(EXERCISE GOAL): All of the entries, apart from their pictures, are to be copied verbatim.

[SUPPLIED DATA — start]

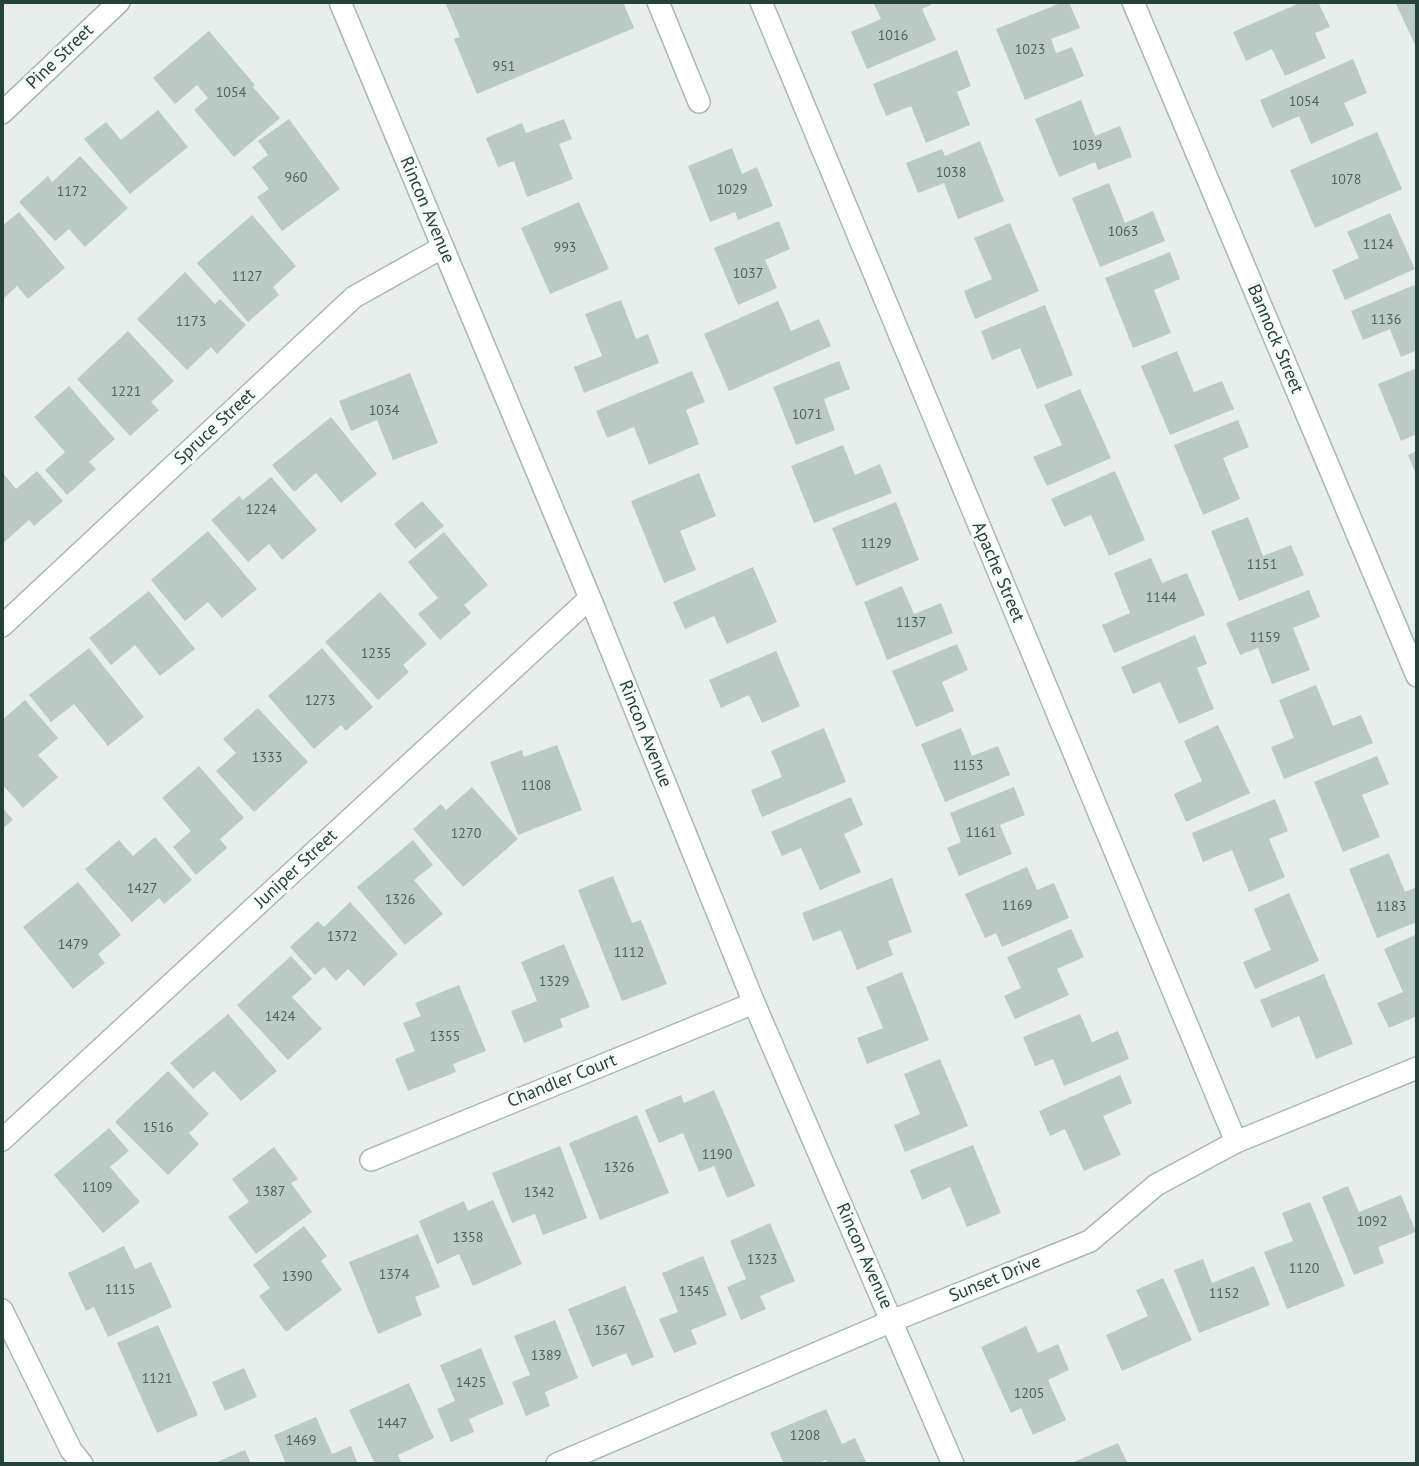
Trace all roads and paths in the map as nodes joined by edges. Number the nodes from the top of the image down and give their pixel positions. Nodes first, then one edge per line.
1 (119, 2) edge
2 (340, 2) edge
3 (658, 2) edge
4 (761, 2) edge
5 (1133, 2) edge
6 (699, 102) dead end
7 (2, 113) edge
8 (443, 247) junction
9 (590, 598) junction
10 (2, 626) edge
11 (1417, 676) edge
12 (754, 1003) junction
13 (1417, 1068) edge
14 (2, 1140) edge
15 (1236, 1142) junction
16 (370, 1160) dead end
17 (2, 1310) edge
18 (892, 1321) junction
19 (82, 1464) edge
20 (557, 1464) edge
21 (953, 1464) edge

1 - 7 street, Pine Street
2 - 8 street, Rincon Avenue
3 - 6 street
4 - 15 street, Apache Street
5 - 11 street, Bannock Street
8 - 9 street, Rincon Avenue
8 - 10 street, Spruce Street
9 - 12 street, Rincon Avenue
9 - 14 street, Juniper Street
12 - 16 street, Chandler Court
12 - 18 street, Rincon Avenue
13 - 15 street, Sunset Drive
15 - 18 street, Sunset Drive
17 - 19 street
18 - 20 street, Sunset Drive
18 - 21 street, Rincon Avenue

[SUPPLIED DATA — finish]

(SOLVED PROBLEM):
Trace all roads and paths in the map as nodes joined by edges. Number the nodes from the top of the image down and give their pixel positions. Nodes first, then one edge per line.
1 (119, 2) edge
2 (340, 2) edge
3 (658, 2) edge
4 (761, 2) edge
5 (1133, 2) edge
6 (699, 102) dead end
7 (2, 113) edge
8 (443, 247) junction
9 (590, 598) junction
10 (2, 626) edge
11 (1417, 676) edge
12 (754, 1003) junction
13 (1417, 1068) edge
14 (2, 1140) edge
15 (1236, 1142) junction
16 (370, 1160) dead end
17 (2, 1310) edge
18 (892, 1321) junction
19 (82, 1464) edge
20 (557, 1464) edge
21 (953, 1464) edge

1 - 7 street, Pine Street
2 - 8 street, Rincon Avenue
3 - 6 street
4 - 15 street, Apache Street
5 - 11 street, Bannock Street
8 - 9 street, Rincon Avenue
8 - 10 street, Spruce Street
9 - 12 street, Rincon Avenue
9 - 14 street, Juniper Street
12 - 16 street, Chandler Court
12 - 18 street, Rincon Avenue
13 - 15 street, Sunset Drive
15 - 18 street, Sunset Drive
17 - 19 street
18 - 20 street, Sunset Drive
18 - 21 street, Rincon Avenue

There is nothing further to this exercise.